When most people think of the things in their life that help to
prevent disease and maintain health, most respond with diet and
exercise, as well as their prompt and convenient access to health care
services, professionals and equipment. Though these beliefs are widely
held, and strongly touted in traditional medical literature, they are
not necessarily the things that truly keep us healthy. There are other
characteristics of our communities and societies that have
considerably more influence on our health than eating right and seeing
the doctor. Curious?

A great deal of evidence from Canada and other countries supports the
notion that the social and economic "circumstances of individuals and
groups are equally or more important to health status than medical
care and personal health behaviours such as smoking." These
circumstances are commonly referred to as the "social determinants of

According to Health Canada, "social determinants of health are the
socio-economic conditions that influence the health of individuals,
communities and jurisdictions as a whole. These determinants also
establish the extent to which a person possesses the physical, social
and personal resources to identify and achieve personal aspirations,
satisfy needs and cope with the environment." Social determinants of
health determine whether individuals stay healthy or become ill.

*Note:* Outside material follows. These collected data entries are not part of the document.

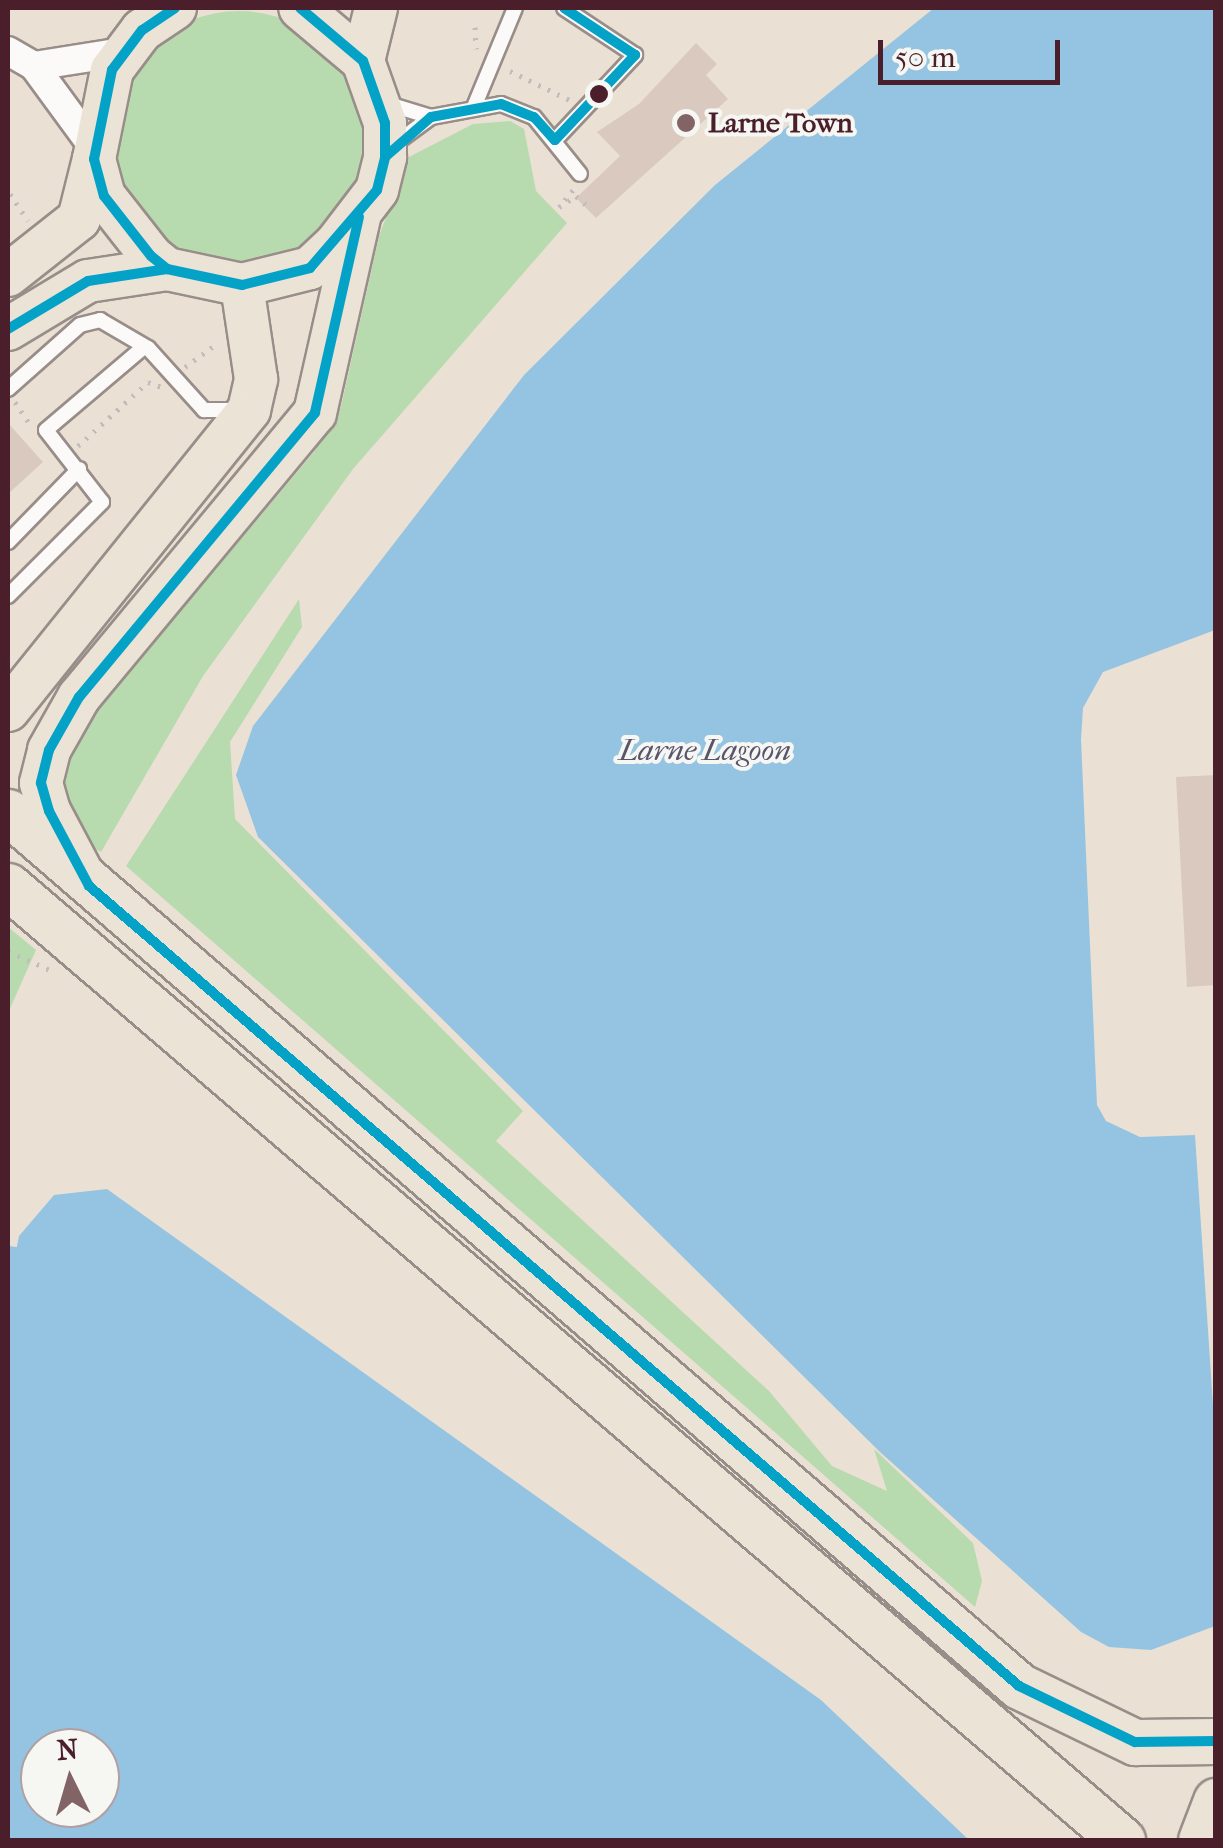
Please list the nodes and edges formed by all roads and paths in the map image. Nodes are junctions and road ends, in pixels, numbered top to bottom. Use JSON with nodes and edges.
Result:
{"nodes":[{"id":1,"x":175,"y":8,"type":"edge"},
{"id":2,"x":300,"y":8,"type":"edge"},
{"id":3,"x":376,"y":8,"type":"edge"},
{"id":4,"x":516,"y":8,"type":"edge"},
{"id":5,"x":564,"y":8,"type":"edge"},
{"id":6,"x":475,"y":27,"type":"dead end"},
{"id":7,"x":125,"y":36,"type":"edge"},
{"id":8,"x":8,"y":52,"type":"edge"},
{"id":9,"x":363,"y":61,"type":"junction"},
{"id":10,"x":487,"y":64,"type":"junction"},
{"id":11,"x":34,"y":66,"type":"junction"},
{"id":12,"x":569,"y":99,"type":"dead end"},
{"id":13,"x":380,"y":101,"type":"junction"},
{"id":14,"x":474,"y":107,"type":"junction"},
{"id":15,"x":431,"y":116,"type":"junction"},
{"id":16,"x":554,"y":140,"type":"junction"},
{"id":17,"x":94,"y":154,"type":"junction"},
{"id":18,"x":384,"y":157,"type":"junction"},
{"id":19,"x":580,"y":174,"type":"joint"},
{"id":20,"x":10,"y":194,"type":"dead end"},
{"id":21,"x":586,"y":205,"type":"dead end"},
{"id":22,"x":359,"y":217,"type":"junction"},
{"id":23,"x":35,"y":231,"type":"dead end"},
{"id":24,"x":167,"y":269,"type":"junction"},
{"id":25,"x":8,"y":275,"type":"edge"},
{"id":26,"x":242,"y":286,"type":"junction"},
{"id":27,"x":8,"y":329,"type":"edge"},
{"id":28,"x":144,"y":347,"type":"junction"},
{"id":29,"x":8,"y":390,"type":"edge"},
{"id":30,"x":248,"y":410,"type":"junction"},
{"id":31,"x":46,"y":430,"type":"junction"},
{"id":32,"x":80,"y":469,"type":"junction"},
{"id":33,"x":8,"y":542,"type":"edge"},
{"id":34,"x":8,"y":596,"type":"edge"},
{"id":35,"x":25,"y":675,"type":"edge"},
{"id":36,"x":8,"y":710,"type":"edge"},
{"id":37,"x":8,"y":812,"type":"edge"},
{"id":38,"x":8,"y":860,"type":"edge"},
{"id":39,"x":8,"y":886,"type":"edge"},
{"id":40,"x":81,"y":917,"type":"junction"},
{"id":41,"x":8,"y":951,"type":"edge"},
{"id":42,"x":39,"y":962,"type":"dead end"},
{"id":43,"x":1216,"y":1741,"type":"edge"},
{"id":44,"x":1216,"y":1801,"type":"edge"},
{"id":45,"x":1122,"y":1840,"type":"edge"},
{"id":46,"x":1201,"y":1840,"type":"edge"}],
"edges":[{"from":1,"to":7,"type":"main road"},
{"from":2,"to":9,"type":"main road"},
{"from":3,"to":9,"type":"main road"},
{"from":4,"to":10,"type":"lane"},
{"from":5,"to":16,"type":"lane"},
{"from":6,"to":10,"type":"path"},
{"from":7,"to":11,"type":"street"},
{"from":7,"to":17,"type":"main road"},
{"from":8,"to":11,"type":"street"},
{"from":9,"to":13,"type":"main road"},
{"from":10,"to":12,"type":"path"},
{"from":10,"to":14,"type":"lane"},
{"from":11,"to":17,"type":"street"},
{"from":13,"to":15,"type":"lane"},
{"from":13,"to":18,"type":"main road"},
{"from":14,"to":15,"type":"lane"},
{"from":14,"to":16,"type":"lane"},
{"from":15,"to":18,"type":"lane"},
{"from":16,"to":19,"type":"lane"},
{"from":17,"to":24,"type":"main road"},
{"from":17,"to":25,"type":"main road"},
{"from":18,"to":22,"type":"main road"},
{"from":19,"to":21,"type":"path"},
{"from":20,"to":23,"type":"path"},
{"from":22,"to":26,"type":"main road"},
{"from":22,"to":40,"type":"main road"},
{"from":24,"to":26,"type":"main road"},
{"from":24,"to":27,"type":"main road"},
{"from":26,"to":30,"type":"main road"},
{"from":28,"to":29,"type":"lane"},
{"from":28,"to":30,"type":"lane"},
{"from":28,"to":31,"type":"lane"},
{"from":29,"to":31,"type":"path"},
{"from":30,"to":35,"type":"main road"},
{"from":31,"to":32,"type":"lane"},
{"from":32,"to":33,"type":"lane"},
{"from":32,"to":34,"type":"lane"},
{"from":35,"to":36,"type":"main road"},
{"from":37,"to":40,"type":"highway"},
{"from":38,"to":40,"type":"main road"},
{"from":39,"to":40,"type":"highway"},
{"from":40,"to":43,"type":"highway"},
{"from":40,"to":45,"type":"highway"},
{"from":41,"to":42,"type":"path"},
{"from":44,"to":46,"type":"highway"}]}
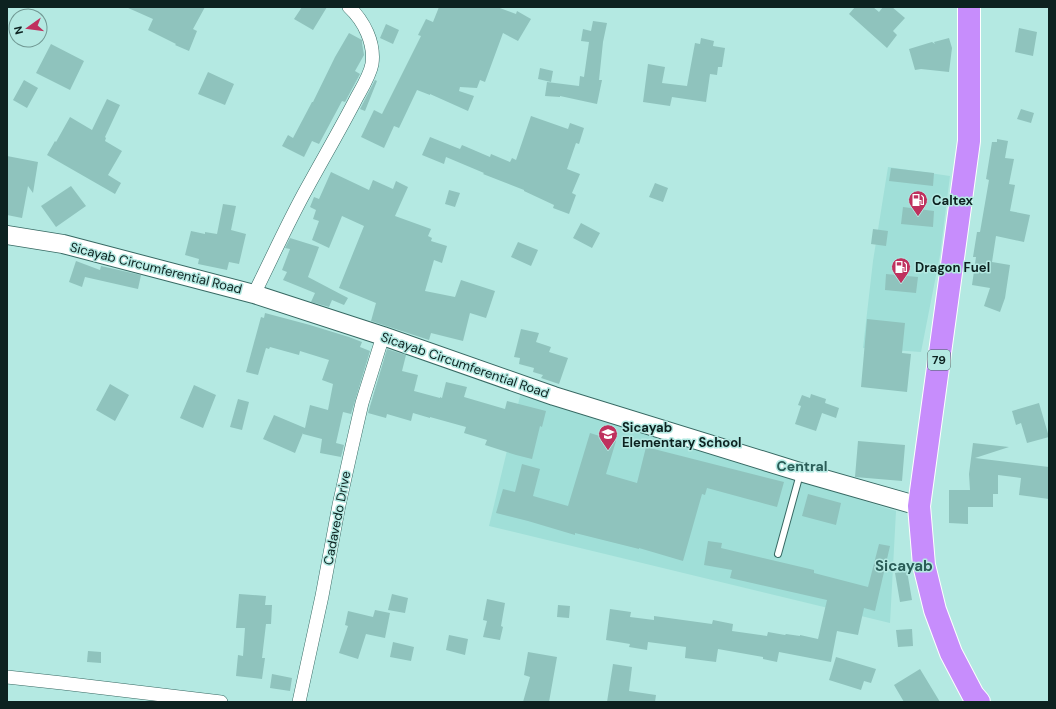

According to Dr. Dennis Raphael of York University, "Social
determinants of health are about the quantity and quality of a variety
of resources that a society makes available to its members." What
exactly are these determinants? Dr Raphael considers a number of
factors as playing a critical role in the health and wellbeing of
individuals, communities and society as a whole. These resources
include such things as conditions of childhood, income, availability
of food, housing, employment and working conditions, and health and
social services. It also includes issues of gender, class, racism and
other forms of social exclusion.

In terms of the health of larger populations, it is well recognized
that the size of the gap (or disparity) in social and economic status
between groups within a given population has an enormous affect on the
health status of the whole population. The larger this gap, the
greater the affect on the health status of all of us or more simply, a
chain is only as strong as it's weakest link. Taking a social
determinants of health approach to our work in health care and
communities is much different than the traditional focus on the risk
factors such as eating habits, cholesterol levels, tobacco use and

Making a change towards the social determinants of health approach is
challenging, and inherently political. After all, when we begin to
consider some of the more complicated issues within our community such
as poverty, housing quality, and employment opportunities for example,
then we must shift our attention to how we as community members
organize ourselves and make resources and supports available (or not)
to all of us.

In conclusion, if you're still looking for some tips to help improve
your health, here is the social determinants of health perspective
(adapted from Dr. Raphael's book "The Social Determinants of Health",
p.13): Don't be poor. If you can, stop. If you can't, try not to be
poor for long. Don't have poor parents. Own a car. Don't work in a
stressful, low paid manual job. Don't live in damp, low quality
housing. Be able to afford to go on a foreign holiday and sunbathe.
Practice not losing your job and don't become unemployed. Take up all
benefits you are entitled to, if you are unemployed, retired or sick
or disabled. Don't live next to a busy major road or near a polluting
factory. Learn how to fill in the complex housing benefit/asylum
application forms before you become homeless and destitute.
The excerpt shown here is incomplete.